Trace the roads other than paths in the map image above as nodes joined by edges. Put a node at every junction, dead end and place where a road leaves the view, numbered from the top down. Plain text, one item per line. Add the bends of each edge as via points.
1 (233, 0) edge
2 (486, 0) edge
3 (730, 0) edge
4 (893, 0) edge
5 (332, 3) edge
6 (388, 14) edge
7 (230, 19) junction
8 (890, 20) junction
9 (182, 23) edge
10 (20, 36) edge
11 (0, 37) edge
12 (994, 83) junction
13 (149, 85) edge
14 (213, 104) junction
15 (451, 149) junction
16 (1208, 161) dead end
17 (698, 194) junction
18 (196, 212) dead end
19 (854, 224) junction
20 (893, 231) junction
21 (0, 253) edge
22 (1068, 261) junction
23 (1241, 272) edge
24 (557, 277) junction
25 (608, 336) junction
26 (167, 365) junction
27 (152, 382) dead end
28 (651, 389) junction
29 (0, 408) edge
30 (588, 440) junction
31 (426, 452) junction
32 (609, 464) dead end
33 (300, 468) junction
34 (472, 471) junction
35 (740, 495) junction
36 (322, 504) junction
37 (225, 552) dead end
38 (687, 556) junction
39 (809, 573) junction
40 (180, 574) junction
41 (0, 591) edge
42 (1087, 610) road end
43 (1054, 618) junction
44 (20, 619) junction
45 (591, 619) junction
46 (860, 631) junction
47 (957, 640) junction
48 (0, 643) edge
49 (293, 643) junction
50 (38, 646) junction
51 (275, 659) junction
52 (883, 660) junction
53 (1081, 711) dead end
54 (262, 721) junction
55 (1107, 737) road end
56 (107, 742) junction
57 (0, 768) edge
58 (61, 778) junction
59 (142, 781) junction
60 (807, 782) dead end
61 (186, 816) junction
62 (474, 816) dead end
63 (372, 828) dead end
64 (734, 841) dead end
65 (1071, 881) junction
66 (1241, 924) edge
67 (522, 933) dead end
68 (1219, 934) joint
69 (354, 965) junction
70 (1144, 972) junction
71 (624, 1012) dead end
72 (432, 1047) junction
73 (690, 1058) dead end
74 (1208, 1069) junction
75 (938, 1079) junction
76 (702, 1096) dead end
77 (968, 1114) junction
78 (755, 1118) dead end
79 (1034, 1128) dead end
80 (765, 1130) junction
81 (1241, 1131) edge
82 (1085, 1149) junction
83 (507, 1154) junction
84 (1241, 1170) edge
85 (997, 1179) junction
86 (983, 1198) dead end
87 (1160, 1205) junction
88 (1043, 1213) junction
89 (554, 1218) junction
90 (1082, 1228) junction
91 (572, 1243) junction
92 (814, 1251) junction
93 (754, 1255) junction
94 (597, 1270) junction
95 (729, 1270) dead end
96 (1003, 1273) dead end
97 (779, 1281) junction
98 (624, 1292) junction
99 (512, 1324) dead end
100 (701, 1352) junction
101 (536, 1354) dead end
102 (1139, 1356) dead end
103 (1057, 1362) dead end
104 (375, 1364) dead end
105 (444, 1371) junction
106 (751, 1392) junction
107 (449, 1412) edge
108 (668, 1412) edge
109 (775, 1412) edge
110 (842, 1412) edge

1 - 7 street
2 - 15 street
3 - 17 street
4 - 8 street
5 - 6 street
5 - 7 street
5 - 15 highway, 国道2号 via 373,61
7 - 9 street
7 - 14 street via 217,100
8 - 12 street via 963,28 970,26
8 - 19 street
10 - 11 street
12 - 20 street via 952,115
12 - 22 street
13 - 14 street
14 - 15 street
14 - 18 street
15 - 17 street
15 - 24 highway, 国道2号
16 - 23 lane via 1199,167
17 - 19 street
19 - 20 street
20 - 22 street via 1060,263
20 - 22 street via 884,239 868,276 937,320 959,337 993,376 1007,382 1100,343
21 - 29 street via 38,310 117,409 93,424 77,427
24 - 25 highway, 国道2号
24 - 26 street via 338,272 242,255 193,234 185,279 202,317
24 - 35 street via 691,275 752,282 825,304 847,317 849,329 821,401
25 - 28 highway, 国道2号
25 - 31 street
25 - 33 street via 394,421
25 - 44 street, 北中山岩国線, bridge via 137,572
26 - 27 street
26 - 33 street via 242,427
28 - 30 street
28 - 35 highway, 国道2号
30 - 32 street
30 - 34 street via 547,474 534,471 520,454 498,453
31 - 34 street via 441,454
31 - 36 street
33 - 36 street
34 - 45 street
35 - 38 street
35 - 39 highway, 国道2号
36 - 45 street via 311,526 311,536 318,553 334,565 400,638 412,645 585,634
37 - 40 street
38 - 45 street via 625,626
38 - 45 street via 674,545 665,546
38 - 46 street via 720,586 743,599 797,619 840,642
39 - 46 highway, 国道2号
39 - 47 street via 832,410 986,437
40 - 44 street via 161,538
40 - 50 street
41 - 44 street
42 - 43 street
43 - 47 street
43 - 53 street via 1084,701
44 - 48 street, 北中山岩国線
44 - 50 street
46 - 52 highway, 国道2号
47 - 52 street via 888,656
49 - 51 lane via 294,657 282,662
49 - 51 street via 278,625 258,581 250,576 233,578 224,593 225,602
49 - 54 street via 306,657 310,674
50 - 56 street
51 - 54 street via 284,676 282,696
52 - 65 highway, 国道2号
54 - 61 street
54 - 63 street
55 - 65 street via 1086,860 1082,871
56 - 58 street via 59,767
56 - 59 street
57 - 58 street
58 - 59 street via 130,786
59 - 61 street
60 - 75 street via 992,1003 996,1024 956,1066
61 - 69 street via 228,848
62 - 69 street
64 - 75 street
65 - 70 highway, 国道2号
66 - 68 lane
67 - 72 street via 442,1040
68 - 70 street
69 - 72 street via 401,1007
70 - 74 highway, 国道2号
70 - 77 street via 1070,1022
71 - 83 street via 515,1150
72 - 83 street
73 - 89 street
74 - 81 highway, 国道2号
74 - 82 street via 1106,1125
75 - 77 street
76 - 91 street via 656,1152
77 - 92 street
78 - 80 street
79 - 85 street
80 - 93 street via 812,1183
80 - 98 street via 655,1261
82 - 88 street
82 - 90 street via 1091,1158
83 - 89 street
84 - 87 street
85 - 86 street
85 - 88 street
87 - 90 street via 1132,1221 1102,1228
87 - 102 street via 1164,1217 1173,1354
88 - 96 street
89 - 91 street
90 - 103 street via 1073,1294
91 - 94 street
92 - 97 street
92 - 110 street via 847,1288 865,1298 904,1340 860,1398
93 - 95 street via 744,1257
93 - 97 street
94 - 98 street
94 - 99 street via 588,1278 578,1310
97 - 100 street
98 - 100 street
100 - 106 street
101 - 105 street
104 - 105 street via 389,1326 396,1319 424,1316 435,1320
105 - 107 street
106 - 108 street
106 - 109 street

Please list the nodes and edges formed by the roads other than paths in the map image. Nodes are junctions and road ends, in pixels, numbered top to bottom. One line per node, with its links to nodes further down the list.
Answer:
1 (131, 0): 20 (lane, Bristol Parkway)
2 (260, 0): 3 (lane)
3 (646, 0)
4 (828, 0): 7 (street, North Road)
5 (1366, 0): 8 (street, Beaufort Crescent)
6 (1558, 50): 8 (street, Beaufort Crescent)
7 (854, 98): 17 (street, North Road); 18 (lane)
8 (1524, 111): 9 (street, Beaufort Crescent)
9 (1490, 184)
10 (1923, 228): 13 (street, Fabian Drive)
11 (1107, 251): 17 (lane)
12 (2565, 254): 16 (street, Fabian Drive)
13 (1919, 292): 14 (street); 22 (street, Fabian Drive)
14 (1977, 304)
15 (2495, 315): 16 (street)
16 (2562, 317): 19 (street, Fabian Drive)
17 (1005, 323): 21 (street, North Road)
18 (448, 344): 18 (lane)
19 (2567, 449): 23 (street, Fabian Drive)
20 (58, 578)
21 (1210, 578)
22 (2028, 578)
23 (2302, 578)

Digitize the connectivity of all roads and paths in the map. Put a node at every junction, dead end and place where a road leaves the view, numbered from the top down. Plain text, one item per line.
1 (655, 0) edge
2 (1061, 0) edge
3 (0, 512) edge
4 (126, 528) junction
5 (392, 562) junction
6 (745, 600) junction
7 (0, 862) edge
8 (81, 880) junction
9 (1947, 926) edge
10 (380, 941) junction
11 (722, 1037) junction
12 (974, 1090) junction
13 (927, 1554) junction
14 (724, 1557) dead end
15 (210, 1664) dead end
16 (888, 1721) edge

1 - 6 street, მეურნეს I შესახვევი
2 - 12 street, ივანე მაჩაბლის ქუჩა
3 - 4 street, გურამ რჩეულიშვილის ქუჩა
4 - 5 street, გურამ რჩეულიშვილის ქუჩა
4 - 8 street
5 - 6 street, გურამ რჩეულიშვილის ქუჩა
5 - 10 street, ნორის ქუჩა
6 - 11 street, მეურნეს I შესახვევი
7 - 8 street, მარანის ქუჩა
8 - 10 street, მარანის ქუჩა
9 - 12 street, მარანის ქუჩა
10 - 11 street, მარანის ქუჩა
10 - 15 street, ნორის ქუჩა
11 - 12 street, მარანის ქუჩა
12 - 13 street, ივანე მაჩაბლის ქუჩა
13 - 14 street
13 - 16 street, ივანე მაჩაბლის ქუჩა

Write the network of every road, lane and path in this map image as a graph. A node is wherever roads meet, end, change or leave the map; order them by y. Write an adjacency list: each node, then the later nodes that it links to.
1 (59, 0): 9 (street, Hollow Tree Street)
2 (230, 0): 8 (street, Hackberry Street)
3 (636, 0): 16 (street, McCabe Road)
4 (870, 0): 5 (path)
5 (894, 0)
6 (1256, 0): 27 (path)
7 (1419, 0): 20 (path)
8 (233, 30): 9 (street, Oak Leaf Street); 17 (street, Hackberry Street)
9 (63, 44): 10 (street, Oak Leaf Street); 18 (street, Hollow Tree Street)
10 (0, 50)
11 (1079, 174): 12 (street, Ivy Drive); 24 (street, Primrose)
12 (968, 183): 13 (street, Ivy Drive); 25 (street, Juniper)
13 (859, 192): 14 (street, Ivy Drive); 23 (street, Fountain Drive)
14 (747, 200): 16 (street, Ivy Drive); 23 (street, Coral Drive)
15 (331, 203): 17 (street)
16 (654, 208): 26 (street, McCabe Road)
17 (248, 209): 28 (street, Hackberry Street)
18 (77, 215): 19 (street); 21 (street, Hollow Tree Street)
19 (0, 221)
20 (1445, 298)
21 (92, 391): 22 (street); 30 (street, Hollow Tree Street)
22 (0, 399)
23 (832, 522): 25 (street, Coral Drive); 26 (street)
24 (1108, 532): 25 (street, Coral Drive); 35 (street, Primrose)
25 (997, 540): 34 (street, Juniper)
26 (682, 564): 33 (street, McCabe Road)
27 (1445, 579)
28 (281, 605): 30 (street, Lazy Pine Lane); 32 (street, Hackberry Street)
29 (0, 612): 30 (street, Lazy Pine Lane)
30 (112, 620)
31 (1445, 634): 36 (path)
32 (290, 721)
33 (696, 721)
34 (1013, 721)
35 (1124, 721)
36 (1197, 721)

_EXERCISE INSTRUCTIONS_: Please return all lines from the records that hold the word "image".

_FINISHED TASK_:
Trace the roads other than paths in the map image above as nodes joined by edges. Put a node at every junction, dead end and place where a road leaves the view, numbered from the top down. Plain text, one item per line. Add the bends of each edge as via points.
Please list the nodes and edges formed by the roads other than paths in the map image. Nodes are junctions and road ends, in pixels, numbered top to bottom. One line per node, with its links to nodes further down the list.
Write the network of every road, lane and path in this map image as a graph. A node is wherever roads meet, end, change or leave the map; order them by y. Write an adjacency list: each node, then the later nodes that it links to.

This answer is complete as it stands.